A battered spouse or child (VAWA of a resident or citizenship may apply without filing a petition by the abuser/petitioner.
A foreign national may be eligible for an employment-based, first-preference visa if he or she has an extraordinary ability, are an outstanding professor or researcher, or are a multinational executive or manager. Each occupational category has certain requirements that must be met.
A foreign national may be eligible for an employment-based, second preference visa if you are a member of the professions holding an advanced degree or its equivalent, or a foreign national who has exceptional ability.
U.S. Department of Labor – Labor Certification
Third preference petitions must generally be accompanied by an approved, individual labor certification from the Department of Labor on Form ETA-9089. In some cases, the petition may be submitted to U.S. Citizenship and Immigration Service (USCIS) with an uncertified ETA-9089 for consideration.
The employer/petitioner must file a Form I-140, Petition for Alien Worker. As part of the application process, the petitioning employer must be able to demonstrate an ability to pay the offered wage as of your visa priority date. Your employer may use an annual report, federal income tax return, or audited financial statement to demonstrate an ability to pay your wage.
The different immigrant visa preference category includes skilled worker, professional, or other worker. “Skilled workers” are persons whose job requires a minimum of 2 years training or work experience, not of a temporary or seasonal nature. “Professionals” are persons whose job requires at least a U.S. baccalaureate degree or a foreign equivalent and are a member of the professions. The “other workers” subcategory is for persons performing unskilled labor requiring less than 2 years training or experience, not of a temporary or seasonal nature.
Even though a labor petition may be approved, the applicant must still show that he or she is not inadmissible. Most people that overstay or have accrued unlawful presence in the United States may be ineligible.
A foreign national may be eligible for an employment-based, fourth preference visa if he or she is a special immigrant. The following special immigrants are eligible for the fourth preference visa like Religious Workers.
USCIS administers the Immigrant Investor Program. Certain EB-5 visas also are set aside for investors in Regional Centers designated by USCIS based on proposals for promoting economic growth. All EB-5 investors must invest in a new commercial enterprise, which is a commercial enterprise.

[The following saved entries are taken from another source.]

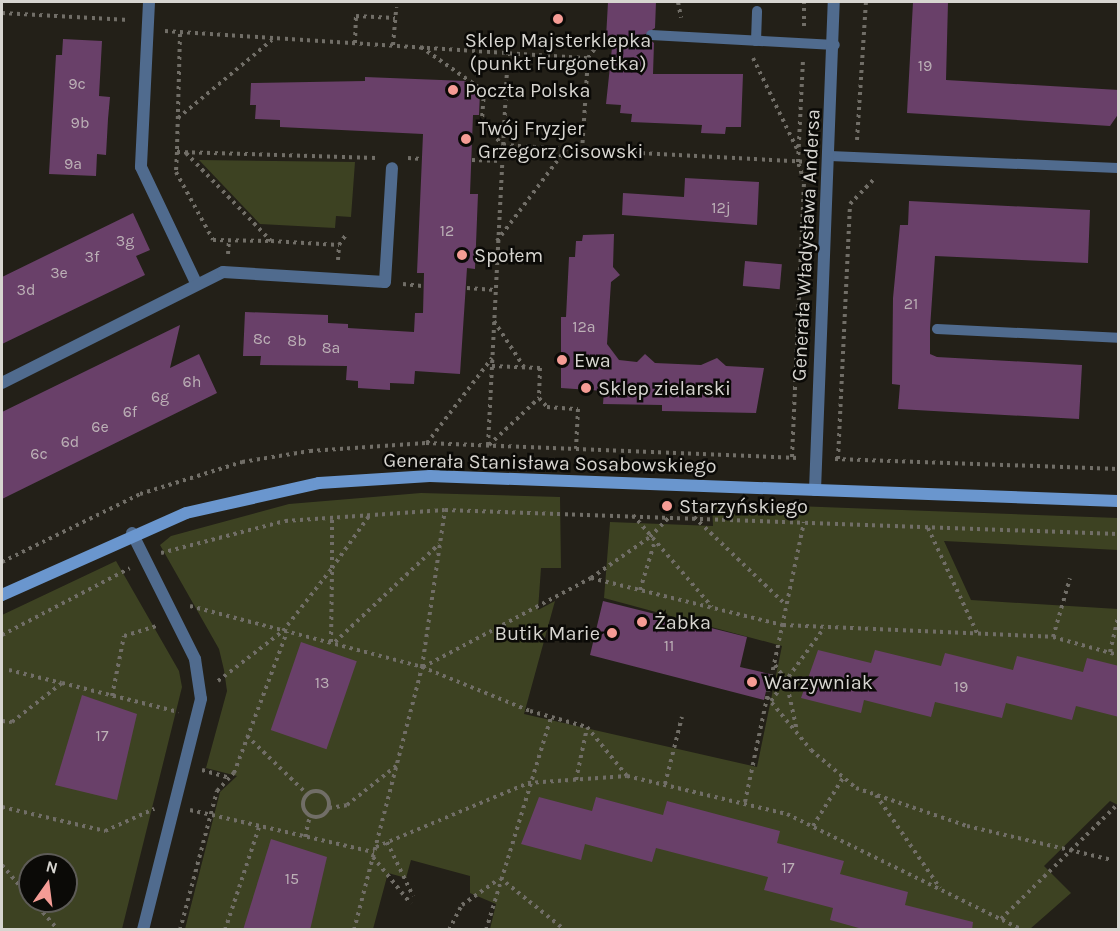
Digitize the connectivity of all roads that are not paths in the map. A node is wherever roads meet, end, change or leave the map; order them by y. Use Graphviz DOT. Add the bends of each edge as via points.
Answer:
graph roads {
  1 [pos="149,2"];
  2 [pos="834,2"];
  3 [pos="758,11"];
  4 [pos="651,35"];
  5 [pos="756,41"];
  6 [pos="835,45"];
  7 [pos="830,160"];
  8 [pos="393,168"];
  9 [pos="1119,168"];
  10 [pos="196,283"];
  11 [pos="937,329"];
  12 [pos="1119,338"];
  13 [pos="2,383"];
  14 [pos="815,490"];
  15 [pos="1119,501"];
  16 [pos="132,533"];
  17 [pos="2,595"];
  18 [pos="143,930"];
  1 -- 10 [label="street" via="141,167"];
  2 -- 6 [label="street, Generała Władysława Andersa"];
  3 -- 5 [label="lane"];
  4 -- 5 [label="lane"];
  5 -- 6 [label="lane"];
  6 -- 7 [label="street, Generała Władysława Andersa"];
  7 -- 9 [label="lane" via="856,157"];
  7 -- 14 [label="street, Generała Władysława Andersa"];
  8 -- 10 [label="street" via="385,282 223,272"];
  10 -- 13 [label="street"];
  11 -- 12 [label="lane"];
  14 -- 15 [label="street, Generała Stanisława Sosabowskiego"];
  14 -- 16 [label="street, Generała Stanisława Sosabowskiego" via="395,477 319,483 246,497"];
  16 -- 17 [label="street, Generała Stanisława Sosabowskiego"];
  16 -- 18 [label="street" via="195,659 200,694"];
}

Normally, an individual will have to go to a consular interview to obtain his or green law permanent residency if he resides in the United States unlawfully. There is an exception in the immigration law:
SECTION 245(i) of the Immigration and Nationality Act Section 245(i) allows certain persons, who have an immigrant visa immediately available but entered without inspection or otherwise violated their status and thus are ineligible to apply for adjustment of status in the United States, to apply if they pay a $1,000 penalty. The LIFE Act temporarily extends the ability to preserve eligibility for this provision of law until April 30, 2001 and with a presence requirement for when the LIFE Act was signed into law, December 21, 2000. Use of Section 245(i) adjustment of status previously was limited to eligible individuals who were the beneficiary of a visa petition or labor certification application filed on or before January 14, 1998. To be eligible, you must: Be the beneficiary of a Form I-130 immigrant visa petition (“Petition for Alien Relative”), or Form I-140 immigrant visa petition (“Immigrant Petition for Alien Worker”), or Form I-360 [“Petition for an Amerasian Widow(er), or Special Immigrant], or Form I-526 (“Petition for an Alien Entrepreneur”) filed with the INS on or before April 30, 2001, (either received by INS or, if mailed, postmarked on or before April 30, 2001) or Be the beneficiary of an application for labor certification filed with the Department of Labor (DOL) according to DOL rules on or before April 30, 2001, and Also have been physically present in the United States on December 21, 2000, if the qualifying visa petition or labor certification application was filed after January 14, 1998.
There are multiple bars to obtaining a green card. If you someone has resided unlawfully or accrued unlawful presence in the United States, certain bars can apply and it is very important to discuss the facts with an immigration attorney before filing any documents.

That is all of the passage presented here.